The second relief is incomplete, on account of the loss of the first slab at the right: one sees however that here too the Rostra was represented. The emperor, seated and with his right hand stretched out, is giving a command to a high official. His command relates to the setting fire to a heap of diptycha, that is to say wooden tablets covered with wax, which the Romans used for business papers, statements of indebtedness, etc. The diptycha are being collected together by men in  p101 half-military costume (notice especially the military boot caliga with its complicated leather lacing, and also the sword-girdle, cingulum militiae, with its metal tips): the men are public servants (apparitores or possibly statores), and they are bringing official documents, probably obligations of indebtedness. It is likely therefore that the relief represents the cancelling of arrears of taxes for the provincials (Italy itself was free from taxes under the empire). Accordingly the historical scenes on the two balustrades present a remarkable parallelism: on one of them the emperor is celebrated as the benefactor of Italy, on the other as the benefactor of the provinces.

Just as the historical scenes represented stand in a parallel relation, so the backgrounds of buildings in front of which they take place complement each other. Both of them together give an almost complete panorama of the Forum Romanum, as it was at the beginning of the second century A.D. On the second balustrade we see: the temple of Vespasian (the temple of Concordia was probably on the first slab, which has been lost) with six Corinthian columns; the temple of Saturn with six Ionic columns; between these temples, high up, an arch probably intended to indicate the Tabularium; farther on, a large hall, the Basilica Julia. The figure of a Satyr with a wine-skin on his shoulder closes the scene on the left-hand side: this is Marsyas, whose statue, booty from a Greek city, stood at the lower end of the Forum: beside him is a sacred fig-tree fenced in (not the ficus ruminalis in the Comitium). The same group, Marsyas and the fig-tree, we find at the right end of the first balustrade: then follows a large portico, corresponding to the one on the other balustrade; this is the Basilica Aemilia; then a broad street, the Argiletum (between the Basilica and the Curia); then a temple-like structure with a flight of steps in front of  p102 (the Curia before the reconstruction by Diocletian); finally an arch which has not been identified, and which was probably destroyed in the alterations by Severus, and in front of which the Rostra again. The two monuments which are repeated — the Rostra and Marsyas — show that the two reliefs were intended to be joined together to form a complete circle; and yet of the buildings which surrounded the Forum we miss two, the temple of Caesar and the temple of Castor, that is to say the east side.

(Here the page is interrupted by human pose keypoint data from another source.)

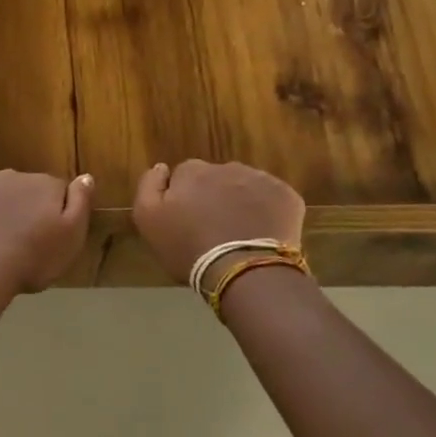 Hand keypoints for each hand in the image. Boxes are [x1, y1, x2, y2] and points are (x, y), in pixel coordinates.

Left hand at [0, 170, 93, 292]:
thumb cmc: (33, 257)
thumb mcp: (72, 236)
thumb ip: (81, 203)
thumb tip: (86, 176)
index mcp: (46, 185)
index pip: (58, 191)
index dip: (56, 213)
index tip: (50, 236)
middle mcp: (15, 175)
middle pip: (26, 190)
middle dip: (26, 209)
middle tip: (23, 242)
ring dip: (0, 209)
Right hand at [133, 160, 306, 287]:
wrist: (244, 270)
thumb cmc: (189, 248)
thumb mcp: (148, 220)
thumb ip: (148, 185)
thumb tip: (162, 167)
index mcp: (192, 172)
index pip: (184, 174)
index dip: (184, 196)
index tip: (187, 220)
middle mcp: (226, 167)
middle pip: (216, 178)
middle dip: (214, 196)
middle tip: (214, 229)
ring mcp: (260, 180)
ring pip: (245, 186)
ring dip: (241, 201)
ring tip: (240, 233)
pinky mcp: (287, 196)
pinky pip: (273, 198)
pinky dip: (268, 210)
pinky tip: (263, 233) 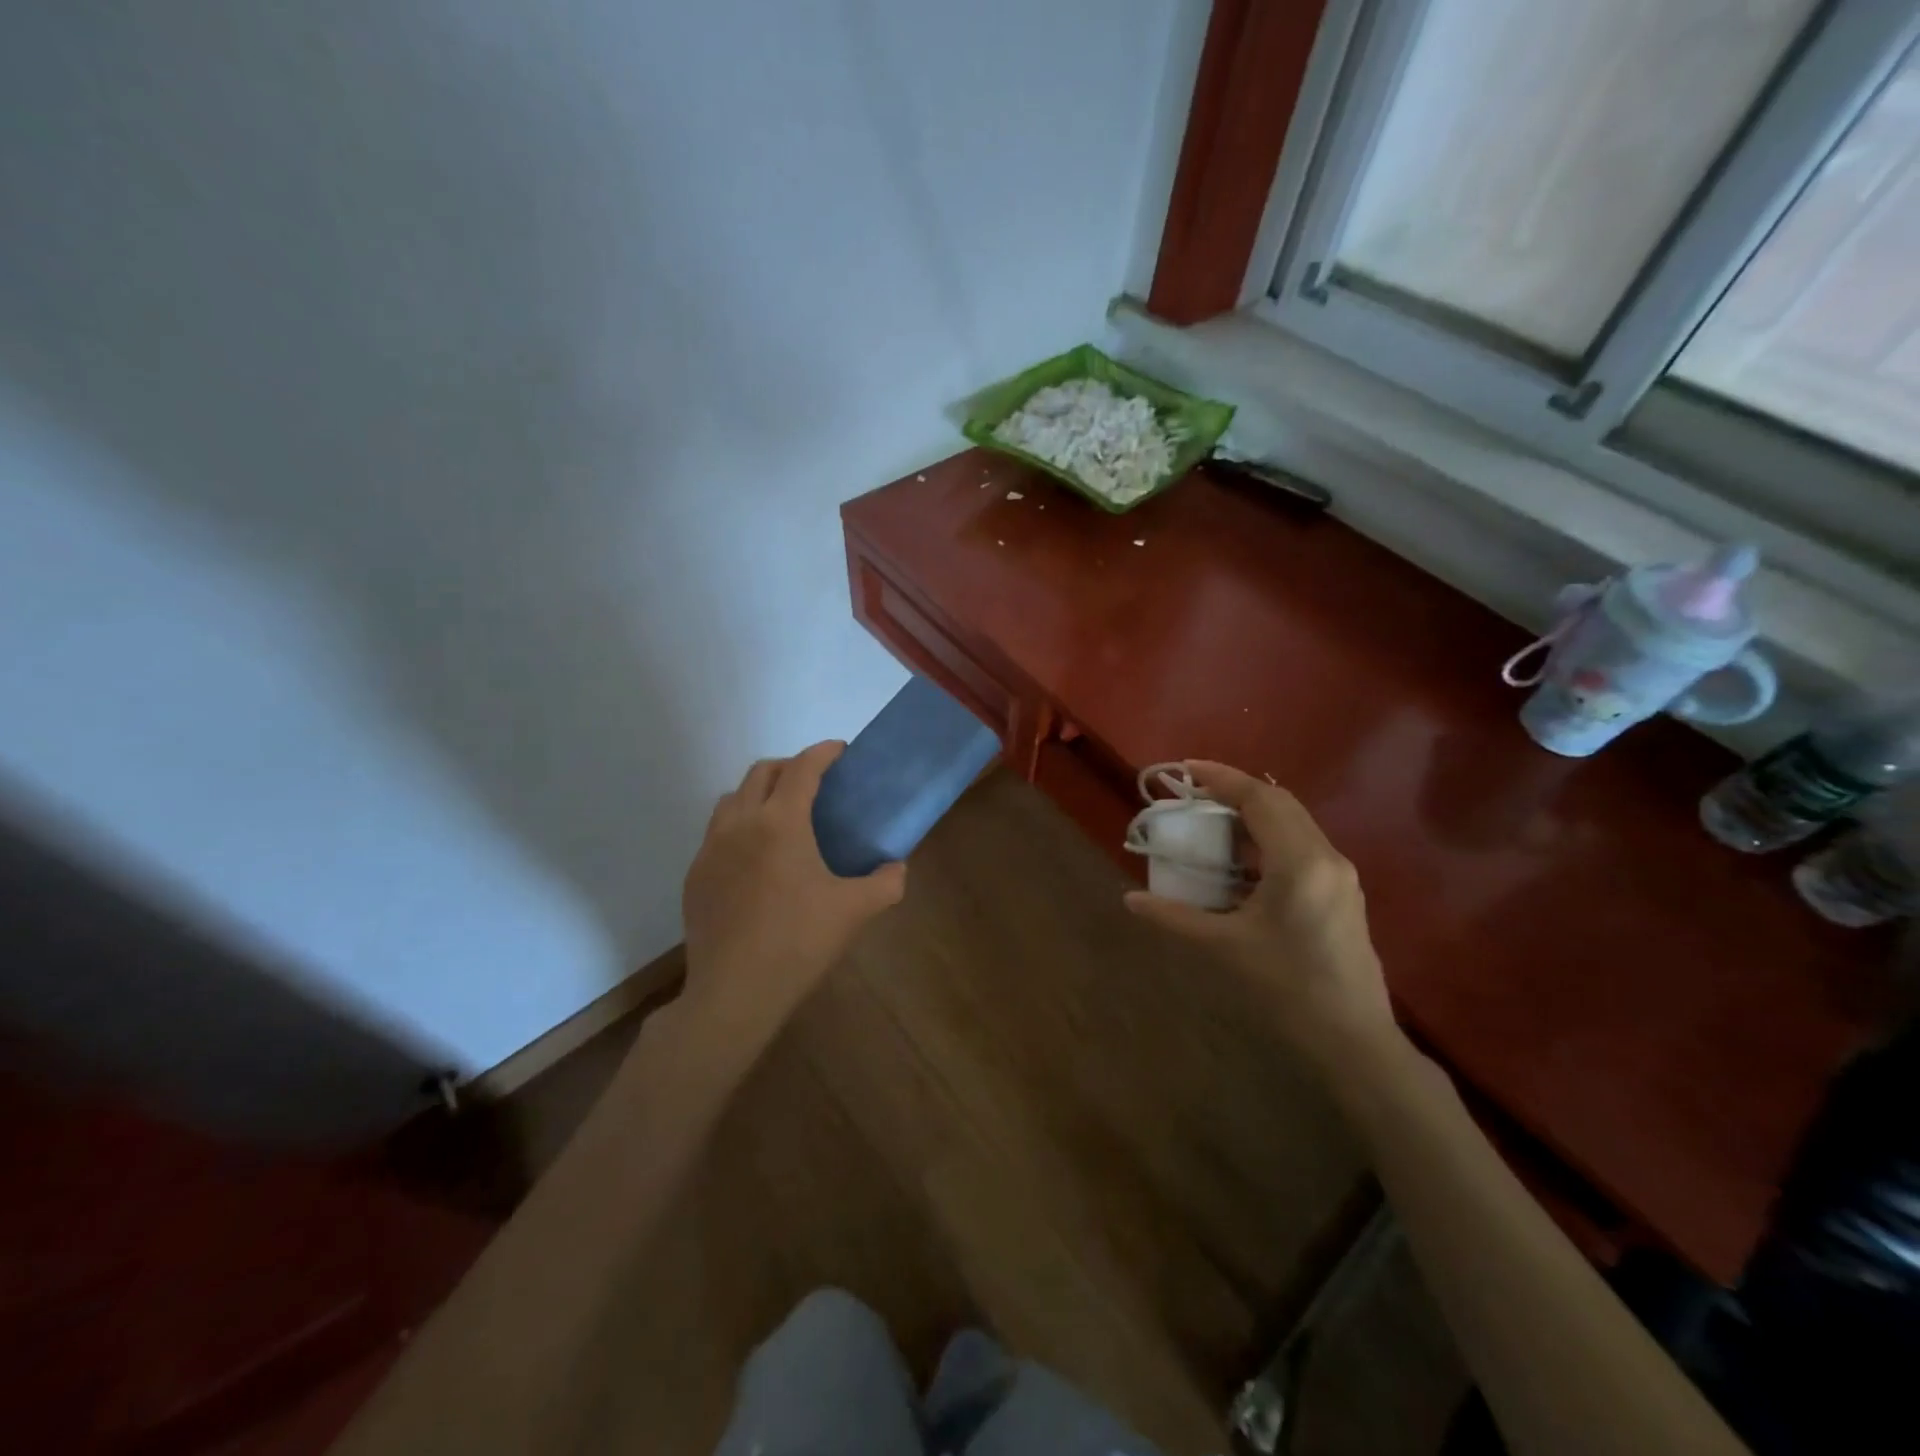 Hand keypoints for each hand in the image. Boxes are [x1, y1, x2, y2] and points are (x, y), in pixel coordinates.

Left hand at [680, 741, 906, 1035]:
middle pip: (762, 772)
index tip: (841, 751)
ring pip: (733, 798)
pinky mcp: (695, 874)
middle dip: (791, 766)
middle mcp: (740, 823)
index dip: (824, 753)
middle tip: (816, 783)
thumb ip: (886, 882)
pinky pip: (717, 832)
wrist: (734, 993)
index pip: (802, 768)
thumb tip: (896, 867)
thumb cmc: (799, 943)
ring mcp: (710, 848)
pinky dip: (740, 826)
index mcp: (781, 822)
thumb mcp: (856, 911)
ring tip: (782, 816)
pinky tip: (756, 859)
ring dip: (759, 793)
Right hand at [1124, 761, 1395, 1066]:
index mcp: (1299, 862)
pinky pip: (1302, 845)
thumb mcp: (1224, 948)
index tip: (1185, 770)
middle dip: (1236, 791)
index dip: (1221, 778)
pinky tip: (1243, 862)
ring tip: (1213, 823)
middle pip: (1280, 802)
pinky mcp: (1342, 892)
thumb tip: (1130, 899)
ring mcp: (1340, 874)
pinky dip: (1269, 838)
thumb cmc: (1287, 989)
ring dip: (1254, 814)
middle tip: (1195, 796)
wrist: (1354, 1038)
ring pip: (1294, 822)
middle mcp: (1326, 857)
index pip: (1259, 798)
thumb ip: (1175, 917)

What at first sight seems a striking omission is to be explained most easily by the original position of the two balustrades. They stood namely as balustrades on the platform of the Rostra, and in such a position that the historical reliefs were on the inside and the sacrificial animals on the outside. Thus the difference in scale between the two sets of scenes is readily understood: the animal reliefs were visible only from the level of the Forum, that is to say from a distance of 12 or 15 feet, while the historical reliefs were seen close to. If the first balustrade (fig. 44) stood to the left of the speaker, the representation of the north side of the Forum which it contained was in exact agreement with the actual position of the buildings; similarly if the second balustrade (fig. 45) stood to the right of the speaker the monuments which it represented, those of the west and the south side of the Forum, lay actually on the right-hand side and behind the speaker. The east side, that which is not represented, is exactly the side which the speaker on the Rostra had before his eyes. The sacrificial animals, which are represented as passing in solemn procession around the outside of the monument, may be considered as symbolic of a perpetual lustratio, a purification and dedication of the Rostra.

See: Brizio Ann. dell' Ist. 1872, 309; Mon. dell' Ist. IX, tav. 47. 48; Jordan I, 2, 219 ff.; Lanciani 256 f.; C. L. Visconti, Deux actes de Domitien, Roma, 1873; Cantarelli, Bull. comun. 1889, 99 sg. 1900, 145 sg.; Petersen, Festschrift für A. v. Oettingen (1898), 130‑143; Huelsen, R. M. 1902, 21; E. Caetani-Lovatelli, Varia (Roma, 1905) 257 sg.